=== Begin Enclosure ===
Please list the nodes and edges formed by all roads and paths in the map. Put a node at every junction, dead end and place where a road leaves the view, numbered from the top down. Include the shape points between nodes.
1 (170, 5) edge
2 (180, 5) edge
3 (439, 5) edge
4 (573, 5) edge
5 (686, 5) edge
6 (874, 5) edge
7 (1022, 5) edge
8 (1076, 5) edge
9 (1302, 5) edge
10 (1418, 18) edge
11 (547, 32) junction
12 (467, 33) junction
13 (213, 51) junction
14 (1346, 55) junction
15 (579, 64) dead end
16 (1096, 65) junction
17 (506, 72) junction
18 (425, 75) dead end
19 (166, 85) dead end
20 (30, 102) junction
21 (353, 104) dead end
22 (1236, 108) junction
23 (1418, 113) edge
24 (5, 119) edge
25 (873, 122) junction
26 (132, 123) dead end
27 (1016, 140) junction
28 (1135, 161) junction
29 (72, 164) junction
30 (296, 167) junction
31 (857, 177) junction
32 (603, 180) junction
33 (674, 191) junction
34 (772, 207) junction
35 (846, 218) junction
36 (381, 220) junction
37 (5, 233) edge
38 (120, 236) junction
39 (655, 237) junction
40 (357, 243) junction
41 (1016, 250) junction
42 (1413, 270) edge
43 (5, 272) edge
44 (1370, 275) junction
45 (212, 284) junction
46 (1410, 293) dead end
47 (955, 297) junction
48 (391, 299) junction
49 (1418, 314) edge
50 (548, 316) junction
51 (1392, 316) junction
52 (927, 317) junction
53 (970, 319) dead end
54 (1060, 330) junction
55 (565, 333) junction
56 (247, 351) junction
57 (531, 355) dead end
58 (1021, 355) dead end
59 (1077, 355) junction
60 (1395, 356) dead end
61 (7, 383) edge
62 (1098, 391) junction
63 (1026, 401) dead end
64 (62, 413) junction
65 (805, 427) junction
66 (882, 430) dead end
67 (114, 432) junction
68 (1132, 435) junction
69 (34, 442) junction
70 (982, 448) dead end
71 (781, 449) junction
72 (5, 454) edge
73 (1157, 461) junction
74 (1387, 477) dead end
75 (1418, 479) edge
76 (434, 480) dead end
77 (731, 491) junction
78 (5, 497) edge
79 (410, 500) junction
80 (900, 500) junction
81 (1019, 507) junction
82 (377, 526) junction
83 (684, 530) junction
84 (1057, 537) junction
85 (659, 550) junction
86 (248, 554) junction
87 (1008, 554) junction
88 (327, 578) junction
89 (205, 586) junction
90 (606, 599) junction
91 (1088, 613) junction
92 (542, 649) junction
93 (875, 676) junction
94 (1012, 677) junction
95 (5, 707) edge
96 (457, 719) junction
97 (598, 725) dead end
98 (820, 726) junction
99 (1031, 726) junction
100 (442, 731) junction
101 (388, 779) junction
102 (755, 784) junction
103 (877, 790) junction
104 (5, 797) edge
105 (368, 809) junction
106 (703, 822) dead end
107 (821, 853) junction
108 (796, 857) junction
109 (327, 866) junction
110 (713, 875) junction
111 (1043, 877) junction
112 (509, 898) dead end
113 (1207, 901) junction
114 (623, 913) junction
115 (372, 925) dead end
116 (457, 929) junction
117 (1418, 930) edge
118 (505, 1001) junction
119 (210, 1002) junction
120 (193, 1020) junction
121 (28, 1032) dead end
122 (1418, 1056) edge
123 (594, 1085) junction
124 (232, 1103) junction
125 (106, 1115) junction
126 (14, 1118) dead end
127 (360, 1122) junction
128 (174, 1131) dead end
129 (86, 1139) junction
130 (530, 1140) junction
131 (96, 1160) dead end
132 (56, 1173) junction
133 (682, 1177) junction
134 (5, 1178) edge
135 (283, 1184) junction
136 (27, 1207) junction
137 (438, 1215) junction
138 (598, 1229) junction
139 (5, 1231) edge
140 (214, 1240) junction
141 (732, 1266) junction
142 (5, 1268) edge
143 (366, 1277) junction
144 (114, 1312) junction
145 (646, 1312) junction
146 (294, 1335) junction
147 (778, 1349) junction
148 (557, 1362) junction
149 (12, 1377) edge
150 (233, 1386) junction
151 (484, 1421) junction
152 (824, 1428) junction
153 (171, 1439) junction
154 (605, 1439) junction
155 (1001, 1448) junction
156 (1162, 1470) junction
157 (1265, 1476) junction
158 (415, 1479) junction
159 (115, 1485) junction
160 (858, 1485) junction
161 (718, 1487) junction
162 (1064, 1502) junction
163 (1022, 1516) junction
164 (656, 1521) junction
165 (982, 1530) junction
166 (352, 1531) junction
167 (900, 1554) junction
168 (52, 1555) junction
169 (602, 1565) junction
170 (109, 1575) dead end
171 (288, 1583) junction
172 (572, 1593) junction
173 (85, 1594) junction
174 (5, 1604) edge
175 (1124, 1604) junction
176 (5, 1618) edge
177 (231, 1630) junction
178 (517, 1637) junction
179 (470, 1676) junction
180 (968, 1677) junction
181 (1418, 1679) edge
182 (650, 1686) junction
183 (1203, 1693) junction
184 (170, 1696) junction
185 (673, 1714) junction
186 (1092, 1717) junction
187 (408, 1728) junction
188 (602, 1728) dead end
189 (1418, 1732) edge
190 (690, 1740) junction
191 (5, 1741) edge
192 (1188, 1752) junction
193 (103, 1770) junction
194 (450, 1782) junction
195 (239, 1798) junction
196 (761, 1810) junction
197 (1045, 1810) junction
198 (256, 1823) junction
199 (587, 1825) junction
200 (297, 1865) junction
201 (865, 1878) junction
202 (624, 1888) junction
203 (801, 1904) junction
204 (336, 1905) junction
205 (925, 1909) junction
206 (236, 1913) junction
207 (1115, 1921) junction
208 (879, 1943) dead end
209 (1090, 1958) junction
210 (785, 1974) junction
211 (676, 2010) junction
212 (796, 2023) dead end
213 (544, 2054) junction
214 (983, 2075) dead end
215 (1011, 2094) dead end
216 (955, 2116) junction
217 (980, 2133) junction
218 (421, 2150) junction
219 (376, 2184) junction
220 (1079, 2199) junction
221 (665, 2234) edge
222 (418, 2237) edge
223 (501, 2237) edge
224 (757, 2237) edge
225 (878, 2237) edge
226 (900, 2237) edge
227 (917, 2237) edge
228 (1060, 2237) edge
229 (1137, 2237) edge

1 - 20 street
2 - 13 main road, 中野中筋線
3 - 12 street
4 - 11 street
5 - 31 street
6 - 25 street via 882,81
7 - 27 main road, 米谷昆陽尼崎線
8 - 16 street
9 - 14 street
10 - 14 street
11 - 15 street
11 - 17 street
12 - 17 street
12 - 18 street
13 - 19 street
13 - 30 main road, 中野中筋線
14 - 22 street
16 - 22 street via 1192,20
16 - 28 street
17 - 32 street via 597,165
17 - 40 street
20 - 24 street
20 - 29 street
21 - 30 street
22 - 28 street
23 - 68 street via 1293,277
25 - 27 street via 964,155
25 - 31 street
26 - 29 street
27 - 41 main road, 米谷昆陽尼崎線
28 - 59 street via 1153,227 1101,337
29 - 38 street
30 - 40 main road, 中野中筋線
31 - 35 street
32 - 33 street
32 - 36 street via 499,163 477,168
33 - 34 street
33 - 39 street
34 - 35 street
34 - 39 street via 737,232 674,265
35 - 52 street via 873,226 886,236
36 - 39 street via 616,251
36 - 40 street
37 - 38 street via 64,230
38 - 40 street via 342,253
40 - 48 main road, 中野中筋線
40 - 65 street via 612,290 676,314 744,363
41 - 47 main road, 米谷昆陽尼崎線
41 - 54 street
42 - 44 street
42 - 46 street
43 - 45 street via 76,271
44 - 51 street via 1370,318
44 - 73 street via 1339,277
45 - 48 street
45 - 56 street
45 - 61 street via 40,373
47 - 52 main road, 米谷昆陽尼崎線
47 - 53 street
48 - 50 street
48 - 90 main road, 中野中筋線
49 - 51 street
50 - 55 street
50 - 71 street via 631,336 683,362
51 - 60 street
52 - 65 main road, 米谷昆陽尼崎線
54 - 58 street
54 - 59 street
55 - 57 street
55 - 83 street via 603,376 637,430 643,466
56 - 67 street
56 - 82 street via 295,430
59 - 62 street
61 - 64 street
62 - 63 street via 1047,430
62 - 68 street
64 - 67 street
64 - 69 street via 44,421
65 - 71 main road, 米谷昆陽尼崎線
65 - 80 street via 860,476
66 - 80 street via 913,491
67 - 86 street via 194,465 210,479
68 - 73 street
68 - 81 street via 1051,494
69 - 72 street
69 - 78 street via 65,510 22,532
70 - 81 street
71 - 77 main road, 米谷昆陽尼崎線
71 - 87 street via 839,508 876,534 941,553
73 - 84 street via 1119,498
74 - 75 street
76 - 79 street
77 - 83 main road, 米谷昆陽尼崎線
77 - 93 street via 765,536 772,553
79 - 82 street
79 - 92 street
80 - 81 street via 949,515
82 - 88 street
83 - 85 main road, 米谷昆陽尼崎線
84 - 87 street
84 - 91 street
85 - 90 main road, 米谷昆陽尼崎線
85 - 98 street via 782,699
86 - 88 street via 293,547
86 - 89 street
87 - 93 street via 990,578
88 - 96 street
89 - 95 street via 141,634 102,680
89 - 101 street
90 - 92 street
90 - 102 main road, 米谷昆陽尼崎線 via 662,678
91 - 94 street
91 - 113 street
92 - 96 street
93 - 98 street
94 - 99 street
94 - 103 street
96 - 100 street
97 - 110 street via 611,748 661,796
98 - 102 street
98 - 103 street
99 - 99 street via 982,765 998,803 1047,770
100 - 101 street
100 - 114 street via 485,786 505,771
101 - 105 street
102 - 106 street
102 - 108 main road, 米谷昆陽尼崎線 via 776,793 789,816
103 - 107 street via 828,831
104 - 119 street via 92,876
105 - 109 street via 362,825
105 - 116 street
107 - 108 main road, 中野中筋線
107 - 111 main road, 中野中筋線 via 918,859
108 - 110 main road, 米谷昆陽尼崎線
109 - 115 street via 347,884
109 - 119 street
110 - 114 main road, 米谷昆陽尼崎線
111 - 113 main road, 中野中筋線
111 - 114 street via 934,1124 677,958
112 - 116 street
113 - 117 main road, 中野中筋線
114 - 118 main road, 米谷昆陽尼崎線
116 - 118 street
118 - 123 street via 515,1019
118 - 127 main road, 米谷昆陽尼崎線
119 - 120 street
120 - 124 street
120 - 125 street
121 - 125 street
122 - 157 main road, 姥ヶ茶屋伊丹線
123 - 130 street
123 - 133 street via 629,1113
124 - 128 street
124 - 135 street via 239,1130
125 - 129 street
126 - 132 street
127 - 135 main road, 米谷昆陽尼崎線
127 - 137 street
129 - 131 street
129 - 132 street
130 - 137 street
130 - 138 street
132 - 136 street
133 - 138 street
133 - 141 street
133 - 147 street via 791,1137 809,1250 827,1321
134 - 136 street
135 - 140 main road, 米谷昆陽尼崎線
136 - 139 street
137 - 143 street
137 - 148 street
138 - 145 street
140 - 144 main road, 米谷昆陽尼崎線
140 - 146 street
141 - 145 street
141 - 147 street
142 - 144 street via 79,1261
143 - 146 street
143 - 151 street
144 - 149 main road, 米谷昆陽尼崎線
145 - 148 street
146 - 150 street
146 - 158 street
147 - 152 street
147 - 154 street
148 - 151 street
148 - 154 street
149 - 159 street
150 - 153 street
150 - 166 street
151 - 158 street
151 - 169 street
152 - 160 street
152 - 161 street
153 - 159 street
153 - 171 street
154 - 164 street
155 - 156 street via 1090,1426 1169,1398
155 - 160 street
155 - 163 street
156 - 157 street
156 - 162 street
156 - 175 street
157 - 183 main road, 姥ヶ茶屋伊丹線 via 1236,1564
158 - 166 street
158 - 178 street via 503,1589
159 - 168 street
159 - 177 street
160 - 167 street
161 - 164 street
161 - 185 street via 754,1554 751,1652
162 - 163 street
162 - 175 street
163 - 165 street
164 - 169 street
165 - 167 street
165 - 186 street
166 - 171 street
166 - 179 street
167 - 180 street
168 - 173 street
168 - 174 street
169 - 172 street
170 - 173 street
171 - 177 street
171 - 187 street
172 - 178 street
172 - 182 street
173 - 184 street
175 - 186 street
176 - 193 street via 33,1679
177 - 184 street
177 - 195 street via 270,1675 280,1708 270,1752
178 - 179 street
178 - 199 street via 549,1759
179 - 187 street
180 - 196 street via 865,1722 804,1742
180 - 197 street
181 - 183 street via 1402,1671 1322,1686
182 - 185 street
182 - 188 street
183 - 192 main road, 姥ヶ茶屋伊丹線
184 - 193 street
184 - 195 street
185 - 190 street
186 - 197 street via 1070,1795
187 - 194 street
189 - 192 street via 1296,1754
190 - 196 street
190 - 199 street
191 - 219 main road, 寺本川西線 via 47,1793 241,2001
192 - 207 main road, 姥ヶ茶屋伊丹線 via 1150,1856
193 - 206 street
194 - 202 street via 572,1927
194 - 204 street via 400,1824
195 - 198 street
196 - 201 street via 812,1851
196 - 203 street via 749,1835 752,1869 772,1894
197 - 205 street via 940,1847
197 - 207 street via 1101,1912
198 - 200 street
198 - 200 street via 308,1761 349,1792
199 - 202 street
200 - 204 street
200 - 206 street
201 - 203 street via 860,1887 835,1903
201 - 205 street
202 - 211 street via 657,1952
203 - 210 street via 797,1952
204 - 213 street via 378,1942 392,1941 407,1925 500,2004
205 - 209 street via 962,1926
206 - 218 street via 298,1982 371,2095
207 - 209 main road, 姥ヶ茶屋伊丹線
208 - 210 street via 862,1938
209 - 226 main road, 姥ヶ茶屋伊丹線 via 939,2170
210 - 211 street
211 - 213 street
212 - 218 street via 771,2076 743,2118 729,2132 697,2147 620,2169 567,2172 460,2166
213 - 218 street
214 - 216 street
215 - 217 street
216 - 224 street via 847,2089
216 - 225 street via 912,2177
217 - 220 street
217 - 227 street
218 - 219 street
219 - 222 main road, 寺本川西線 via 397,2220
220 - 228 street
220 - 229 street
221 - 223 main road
=== End Enclosure ===
Given the data above, which lines hold the string "姥ヶ茶屋伊丹線"? Return them.

122 - 157 main road, 姥ヶ茶屋伊丹線
157 - 183 main road, 姥ヶ茶屋伊丹線 via 1236,1564
183 - 192 main road, 姥ヶ茶屋伊丹線
192 - 207 main road, 姥ヶ茶屋伊丹線 via 1150,1856
207 - 209 main road, 姥ヶ茶屋伊丹線
209 - 226 main road, 姥ヶ茶屋伊丹線 via 939,2170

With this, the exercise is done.